_PROBLEM DETAILS_
Could you filter the data below down to the lines that hold the word "edges"?
------ INPUT DATA ------
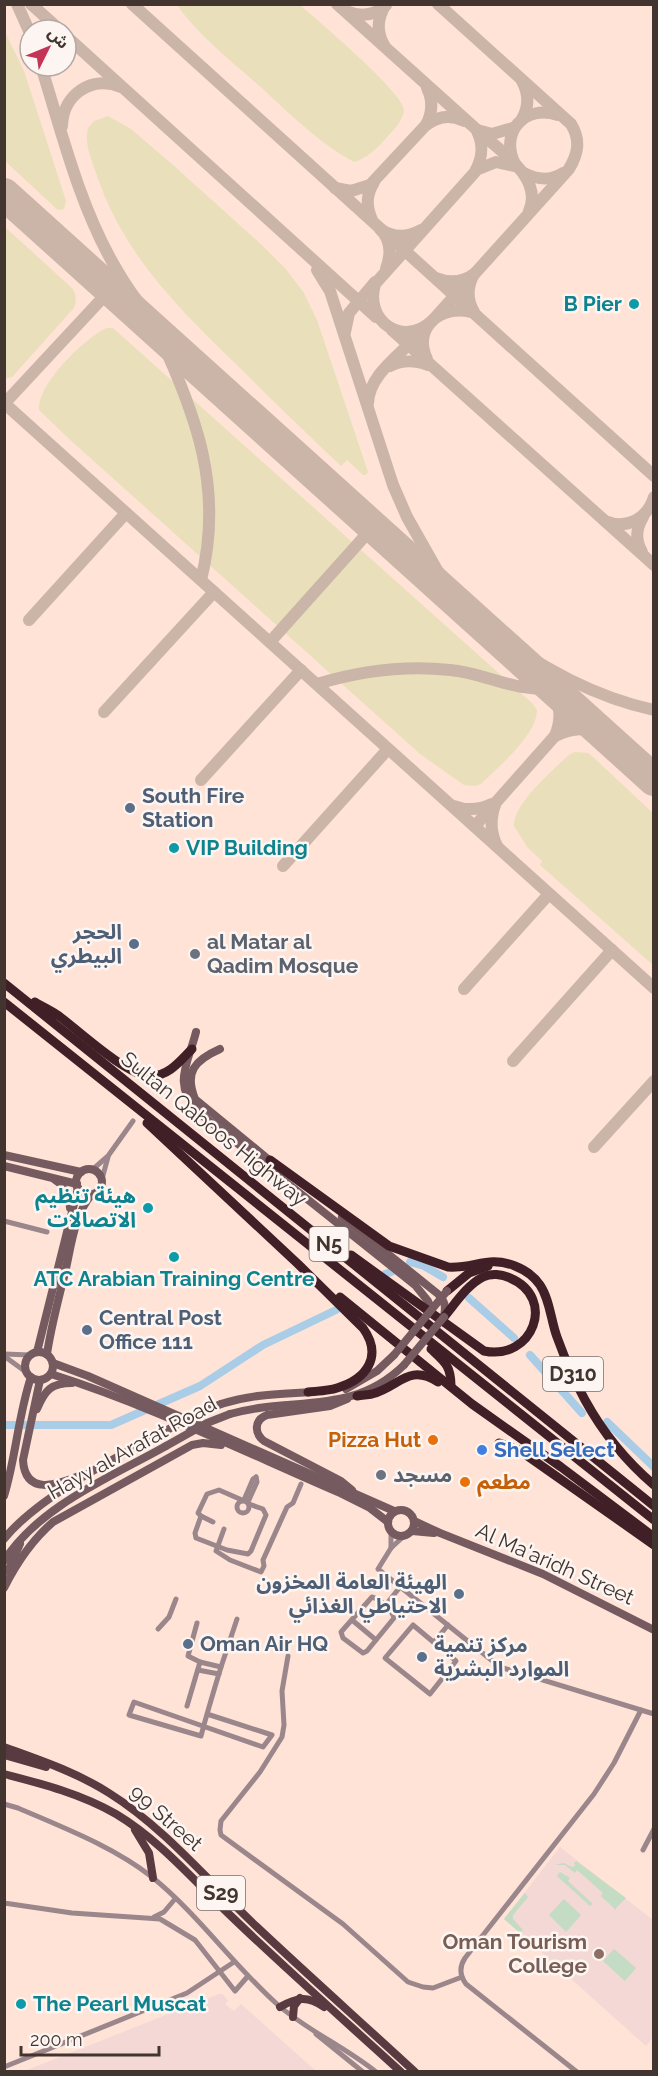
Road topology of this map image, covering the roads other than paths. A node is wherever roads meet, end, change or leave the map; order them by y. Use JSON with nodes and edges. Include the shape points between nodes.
{"nodes":[{"id":1,"x":7,"y":985,"type":"edge"},
{"id":2,"x":4,"y":1002,"type":"edge"},
{"id":3,"x":196,"y":1032,"type":"dead end"},
{"id":4,"x":192,"y":1049,"type":"junction"},
{"id":5,"x":220,"y":1049,"type":"dead end"},
{"id":6,"x":95,"y":1074,"type":"junction"},
{"id":7,"x":133,"y":1121,"type":"dead end"},
{"id":8,"x":4,"y":1155,"type":"edge"},
{"id":9,"x":108,"y":1156,"type":"junction"},
{"id":10,"x":270,"y":1160,"type":"joint"},
{"id":11,"x":4,"y":1166,"type":"edge"},
{"id":12,"x":92,"y":1170,"type":"junction"},
{"id":13,"x":81,"y":1172,"type":"junction"},
{"id":14,"x":49,"y":1176,"type":"junction"},
{"id":15,"x":102,"y":1179,"type":"junction"},
{"id":16,"x":293,"y":1181,"type":"junction"},
{"id":17,"x":77,"y":1186,"type":"junction"},
{"id":18,"x":92,"y":1194,"type":"junction"},
{"id":19,"x":70,"y":1214,"type":"junction"},
{"id":20,"x":292,"y":1215,"type":"junction"},
{"id":21,"x":4,"y":1221,"type":"edge"},
{"id":22,"x":47,"y":1232,"type":"dead end"},
{"id":23,"x":298,"y":1264,"type":"junction"},
{"id":24,"x":485,"y":1268,"type":"junction"},
{"id":25,"x":445,"y":1295,"type":"junction"},
{"id":26,"x":432,"y":1310,"type":"junction"},
{"id":27,"x":444,"y":1317,"type":"junction"},
{"id":28,"x":401,"y":1320,"type":"junction"},
{"id":29,"x":50,"y":1335,"type":"junction"},
{"id":30,"x":401,"y":1347,"type":"junction"},
{"id":31,"x":33,"y":1353,"type":"junction"},
{"id":32,"x":47,"y":1354,"type":"junction"},
{"id":33,"x":4,"y":1355,"type":"edge"},
{"id":34,"x":412,"y":1356,"type":"junction"},
{"id":35,"x":53,"y":1363,"type":"junction"},
{"id":36,"x":76,"y":1372,"type":"junction"},
{"id":37,"x":51,"y":1374,"type":"junction"},
{"id":38,"x":28,"y":1375,"type":"junction"},
{"id":39,"x":40,"y":1380,"type":"junction"},
{"id":40,"x":87,"y":1384,"type":"junction"},
{"id":41,"x":451,"y":1386,"type":"dead end"},
{"id":42,"x":308,"y":1392,"type":"junction"},
{"id":43,"x":357,"y":1396,"type":"junction"},
{"id":44,"x":347,"y":1399,"type":"junction"},
{"id":45,"x":136,"y":1401,"type":"junction"},
{"id":46,"x":472,"y":1404,"type":"junction"},
{"id":47,"x":167,"y":1414,"type":"junction"},
{"id":48,"x":29,"y":1430,"type":"junction"},
{"id":49,"x":499,"y":1443,"type":"dead end"},
{"id":50,"x":246,"y":1452,"type":"junction"},
{"id":51,"x":100,"y":1468,"type":"junction"},
{"id":52,"x":301,"y":1484,"type":"dead end"},
{"id":53,"x":654,"y":1485,"type":"edge"},
{"id":54,"x":4,"y":1496,"type":"edge"},
{"id":55,"x":363,"y":1498,"type":"junction"},
{"id":56,"x":654,"y":1506,"type":"edge"},
{"id":57,"x":394,"y":1511,"type":"junction"},
{"id":58,"x":201,"y":1516,"type":"junction"},
{"id":59,"x":654,"y":1520,"type":"edge"},
{"id":60,"x":414,"y":1521,"type":"junction"},
{"id":61,"x":213,"y":1522,"type":"dead end"},
{"id":62,"x":388,"y":1522,"type":"junction"},
{"id":63,"x":224,"y":1529,"type":"dead end"},
{"id":64,"x":26,"y":1532,"type":"junction"},
{"id":65,"x":391,"y":1532,"type":"junction"},
{"id":66,"x":408,"y":1533,"type":"junction"},
{"id":67,"x":440,"y":1533,"type":"junction"},
{"id":68,"x":4,"y":1536,"type":"edge"},
{"id":69,"x":654,"y":1537,"type":"edge"},
{"id":70,"x":654,"y":1545,"type":"edge"},
{"id":71,"x":216,"y":1546,"type":"junction"},
{"id":72,"x":390,"y":1548,"type":"junction"},
{"id":73,"x":4,"y":1561,"type":"edge"},
{"id":74,"x":4,"y":1586,"type":"edge"},
{"id":75,"x":400,"y":1587,"type":"junction"},
{"id":76,"x":176,"y":1599,"type":"dead end"},
{"id":77,"x":385,"y":1605,"type":"junction"},
{"id":78,"x":237,"y":1619,"type":"dead end"},
{"id":79,"x":352,"y":1620,"type":"junction"},
{"id":80,"x":196,"y":1623,"type":"dead end"},
{"id":81,"x":448,"y":1625,"type":"junction"},
{"id":82,"x":158,"y":1629,"type":"dead end"},
{"id":83,"x":654,"y":1630,"type":"edge"},
{"id":84,"x":376,"y":1641,"type":"junction"},
{"id":85,"x":434,"y":1642,"type":"junction"},
{"id":86,"x":288,"y":1656,"type":"dead end"},
{"id":87,"x":200,"y":1662,"type":"junction"},
{"id":88,"x":221,"y":1666,"type":"junction"},
{"id":89,"x":198,"y":1670,"type":"junction"},
{"id":90,"x":219,"y":1674,"type":"junction"},
{"id":91,"x":187,"y":1706,"type":"dead end"},
{"id":92,"x":641,"y":1710,"type":"junction"},
{"id":93,"x":207,"y":1714,"type":"junction"},
{"id":94,"x":654,"y":1714,"type":"edge"},
{"id":95,"x":204,"y":1726,"type":"junction"},
{"id":96,"x":4,"y":1747,"type":"edge"},
{"id":97,"x":4,"y":1755,"type":"edge"},
{"id":98,"x":4,"y":1774,"type":"edge"},
{"id":99,"x":75,"y":1774,"type":"junction"},
{"id":100,"x":4,"y":1804,"type":"edge"},
{"id":101,"x":132,"y":1824,"type":"junction"},
{"id":102,"x":654,"y":1829,"type":"edge"},
{"id":103,"x":643,"y":1850,"type":"dead end"},
{"id":104,"x":151,"y":1863,"type":"junction"},
{"id":105,"x":144,"y":1872,"type":"junction"},
{"id":106,"x":153,"y":1878,"type":"junction"},
{"id":107,"x":175,"y":1899,"type":"junction"},
{"id":108,"x":4,"y":1903,"type":"edge"},
{"id":109,"x":164,"y":1912,"type":"junction"},
{"id":110,"x":150,"y":1918,"type":"junction"},
{"id":111,"x":171,"y":1924,"type":"junction"},
{"id":112,"x":234,"y":1962,"type":"junction"},
{"id":113,"x":220,"y":1972,"type":"junction"},
{"id":114,"x":248,"y":1976,"type":"junction"},
{"id":115,"x":462,"y":1977,"type":"junction"},
{"id":116,"x":300,"y":1998,"type":"junction"},
{"id":117,"x":280,"y":2007,"type":"junction"},
{"id":118,"x":342,"y":2018,"type":"junction"},
{"id":119,"x":297,"y":2019,"type":"junction"},
{"id":120,"x":4,"y":2067,"type":"edge"},
{"id":121,"x":573,"y":2070,"type":"edge"},
{"id":122,"x":363,"y":2072,"type":"edge"},
{"id":123,"x":376,"y":2072,"type":"edge"},
{"id":124,"x":401,"y":2072,"type":"edge"},
{"id":125,"x":415,"y":2072,"type":"edge"}],
"edges":[{"from":1,"to":4,"type":"highway","via":[[141,1075],[164,1074]]},
{"from":1,"to":20,"type":"highway","name":"Sultan Qaboos Highway","number":"N5"},
{"from":2,"to":6,"type":"highway","name":"Sultan Qaboos Highway","number":"N5"},
{"from":3,"to":4,"type":"main road"},
{"from":4,"to":16,"type":"main road","via":[[183,1083],[190,1103]]},
{"from":5,"to":10,"type":"main road","via":[[195,1065],[190,1088],[195,1099]]},
{"from":6,"to":23,"type":"highway"},
{"from":6,"to":28,"type":"highway","name":"Sultan Qaboos Highway","number":"N5"},
{"from":7,"to":9,"type":"street"},
{"from":8,"to":13,"type":"main road"},
{"from":9,"to":12,"type":"street"},
{"from":9,"to":15,"type":"street"},
{"from":10,"to":16,"type":"highway"},
{"from":11,"to":14,"type":"main road"},
{"from":12,"to":13,"type":"main road"},
{"from":12,"to":15,"type":"main road"},
{"from":13,"to":17,"type":"main road"},
{"from":14,"to":17,"type":"main road"},
{"from":14,"to":19,"type":"main road","via":[[64,1188]]},
{"from":15,"to":18,"type":"main road","via":[[101,1187]]},
{"from":16,"to":24,"type":"highway","via":[[389,1246],[448,1267]]},
{"from":16,"to":25,"type":"main road"},
{"from":16,"to":26,"type":"main road","via":[[415,1285]]},
{"from":17,"to":18,"type":"main road"},
{"from":17,"to":19,"type":"main road"},
{"from":18,"to":29,"type":"main road","via":[[77,1226]]},
{"from":19,"to":31,"type":"main road"},
{"from":20,"to":24,"type":"highway","number":"D310","via":[[478,1348],[492,1353],[510,1350],[530,1333],[536,1312],[530,1293],[515,1280]]},
{"from":20,"to":56,"type":"highway","name":"Sultan Qaboos Highway","number":"N5"},
{"from":21,"to":22,"type":"street"},
{"from":23,"to":30,"type":"highway"},
{"from":23,"to":42,"type":"highway","via":[[363,1328],[374,1351],[359,1378],[335,1389]]},
{"from":24,"to":25,"type":"highway","via":[[469,1273]]},
{"from":24,"to":27,"type":"highway"},
{"from":24,"to":53,"type":"highway","number":"D310","via":[[505,1262],[525,1271],[541,1286],[566,1360],[586,1401],[615,1444]]},
{"from":25,"to":26,"type":"main road","name":"Hayy al Arafat Road","bridge":true},
{"from":25,"to":27,"type":"main road"},
{"from":26,"to":30,"type":"main road","name":"Hayy al Arafat Road","bridge":true},
{"from":27,"to":34,"type":"main road","name":"Hayy al Arafat Road","bridge":true},
{"from":28,"to":41,"type":"highway","via":[[447,1366]]},
{"from":28,"to":59,"type":"highway","name":"Sultan Qaboos Highway","number":"N5"},
{"from":29,"to":32,"type":"main road"},
{"from":29,"to":36,"type":"main road","via":[[56,1357]]},
{"from":30,"to":34,"type":"highway","bridge":true},
{"from":30,"to":42,"type":"main road","name":"Hayy al Arafat Road","bridge":true,"via":[[356,1385],[336,1391]]},
{"from":31,"to":32,"type":"main road"},
{"from":31,"to":33,"type":"street"},
{"from":31,"to":38,"type":"main road","via":[[25,1361]]},
{"from":32,"to":35,"type":"main road"},
{"from":33,"to":38,"type":"street"},
{"from":34,"to":43,"type":"main road","name":"Hayy al Arafat Road","bridge":true,"via":[[380,1385]]},
{"from":34,"to":46,"type":"highway"},
{"from":35,"to":36,"type":"main road"},
{"from":35,"to":37,"type":"main road"},
{"from":36,"to":45,"type":"main road"},
{"from":37,"to":39,"type":"main road"},
{"from":37,"to":40,"type":"main road"},
{"from":38,"to":39,"type":"main road"},
{"from":38,"to":54,"type":"main road"},
{"from":39,"to":48,"type":"main road"},
{"from":40,"to":45,"type":"main road"},
{"from":40,"to":48,"type":"main road","via":[[61,1383],[51,1388],[40,1402]]},
{"from":42,"to":51,"type":"main road","name":"Hayy al Arafat Road","bridge":true,"via":[[265,1394],[221,1404]]},
{"from":43,"to":44,"type":"main road","name":"Hayy al Arafat Road"},
{"from":43,"to":46,"type":"highway","via":[[373,1394],[416,1374],[431,1378]]},
{"from":44,"to":55,"type":"main road","via":[[330,1406],[267,1415],[261,1418],[256,1431],[264,1441],[341,1481]]},
{"from":44,"to":64,"type":"main road","name":"Hayy al Arafat Road","bridge":true,"via":[[268,1406],[207,1423],[74,1497]]},
{"from":45,"to":47,"type":"main road"},
{"from":46,"to":69,"type":"highway"},
{"from":47,"to":50,"type":"main road"},
{"from":47,"to":55,"type":"main road"},
{"from":48,"to":51,"type":"main road","via":[[23,1469],[35,1483],[50,1486]]},
{"from":49,"to":70,"type":"highway","via":[[519,1449]]},
{"from":50,"to":62,"type":"main road","via":[[338,1492]]},
{"from":50,"to":74,"type":"main road","via":[[213,1443],[192,1445],[74,1509],[53,1522],[33,1542]]},
{"from":51,"to":68,"type":"main road","name":"Hayy al Arafat Road","via":[[27,1515]]},
{"from":52,"to":71,"type":"street","via":[[293,1503],[287,1507],[261,1572],[230,1560],[216,1551]]},
{"from":55,"to":57,"type":"main road"},
{"from":57,"to":60,"type":"main road","via":[[407,1510]]},
{"from":57,"to":62,"type":"main road"},
{"from":58,"to":61,"type":"street"},
{"from":58,"to":71,"type":"street","via":[[194,1536]]},
{"from":58,"to":71,"type":"street","via":[[198,1513],[204,1497],[219,1490],[263,1509],[266,1515],[248,1554]]},
{"from":60,"to":66,"type":"main road"},
{"from":60,"to":67,"type":"main road","name":"Al Ma'aridh Street"},
{"from":62,"to":65,"type":"main road"},
{"from":63,"to":71,"type":"street"},
{"from":64,"to":73,"type":"main road","name":"Hayy al Arafat Road"},
{"from":64,"to":74,"type":"main road"},
{"from":65,"to":66,"type":"main road","via":[[397,1536]]},
{"from":65,"to":72,"type":"street"},
{"from":66,"to":67,"type":"main road","name":"Al Ma'aridh Street"},
{"from":66,"to":72,"type":"street"},
{"from":67,"to":83,"type":"main road","name":"Al Ma'aridh Street","via":[[543,1574]]},
{"from":72,"to":75,"type":"street","via":[[378,1569]]},
{"from":75,"to":77,"type":"street"},
{"from":75,"to":81,"type":"street"},
{"from":76,"to":82,"type":"street","via":[[169,1617]]},
{"from":77,"to":79,"type":"street","via":[[372,1597]]},
{"from":77,"to":84,"type":"street","via":[[394,1618]]},
{"from":78,"to":88,"type":"street"},
{"from":79,"to":84,"type":"street"},
{"from":79,"to":84,"type":"street","via":[[341,1632],[360,1652],[365,1653]]},
{"from":80,"to":87,"type":"street","via":[[188,1656]]},
{"from":81,"to":85,"type":"street"},
{"from":81,"to":92,"type":"street","via":[[500,1667]]},
{"from":85,"to":85,"type":"street","via":[[456,1661],[430,1694],[386,1658],[413,1625]]},
{"from":86,"to":115,"type":"street","via":[[282,1690],[282,1737],[221,1821],[222,1835],[343,1924],[408,1982],[433,1988]]},
{"from":87,"to":88,"type":"street"},
{"from":87,"to":89,"type":"street"},
{"from":88,"to":90,"type":"street"},
{"from":89,"to":90,"type":"street"},
{"from":89,"to":91,"type":"street"},
{"from":90,"to":93,"type":"street"},
{"from":92,"to":94,"type":"street"},
{"from":92,"to":115,"type":"street","via":[[598,1789],[465,1958]]},
{"from":93,"to":95,"type":"street"},
{"from":93,"to":95,"type":"street","via":[[272,1736],[263,1747]]},
{"from":95,"to":95,"type":"street","via":[[201,1736],[129,1715],[134,1702]]},
{"from":96,"to":99,"type":"main road","name":"99 Street","number":"S29"},
{"from":97,"to":99,"type":"main road"},
{"from":98,"to":101,"type":"main road","name":"99 Street","number":"S29","via":[[86,1798]]},
{"from":99,"to":125,"type":"main road","name":"99 Street","number":"S29","via":[[108,1792],[164,1836]]},
{"from":100,"to":105,"type":"street","via":[[105,1847]]},
{"from":101,"to":104,"type":"main road"},
{"from":101,"to":118,"type":"main road","name":"99 Street","number":"S29"},
{"from":102,"to":103,"type":"street"},
{"from":104,"to":105,"type":"main road"},
{"from":104,"to":106,"type":"main road"},
{"from":105,"to":106,"type":"street"},
{"from":106,"to":107,"type":"street"},
{"from":107,"to":109,"type":"street"},
{"from":107,"to":112,"type":"street"},
{"from":108,"to":110,"type":"street"},
{"from":109,"to":110,"type":"street"},
{"from":109,"to":111,"type":"street"},
{"from":110,"to":111,"type":"street"},
{"from":111,"to":113,"type":"street","via":[[195,1940]]},
{"from":112,"to":113,"type":"street"},
{"from":112,"to":114,"type":"street"},
{"from":113,"to":114,"type":"street","via":[[235,1991]]},
{"from":113,"to":120,"type":"street","via":[[187,1993]]},
{"from":114,"to":117,"type":"street"},
{"from":115,"to":121,"type":"street","via":[[469,1987]]},
{"from":116,"to":117,"type":"main road"},
{"from":116,"to":118,"type":"main road","via":[[315,2001]]},
{"from":116,"to":119,"type":"main road","via":[[294,2006]]},
{"from":117,"to":119,"type":"street"},
{"from":118,"to":124,"type":"main road","name":"99 Street","number":"S29"},
{"from":119,"to":122,"type":"street"},
{"from":119,"to":123,"type":"street"}]}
------
_RESPONSE_
Road topology of this map image, covering the roads other than paths. A node is wherever roads meet, end, change or leave the map; order them by y. Use JSON with nodes and edges. Include the shape points between nodes.
"edges":[{"from":1,"to":4,"type":"highway","via":[[141,1075],[164,1074]]},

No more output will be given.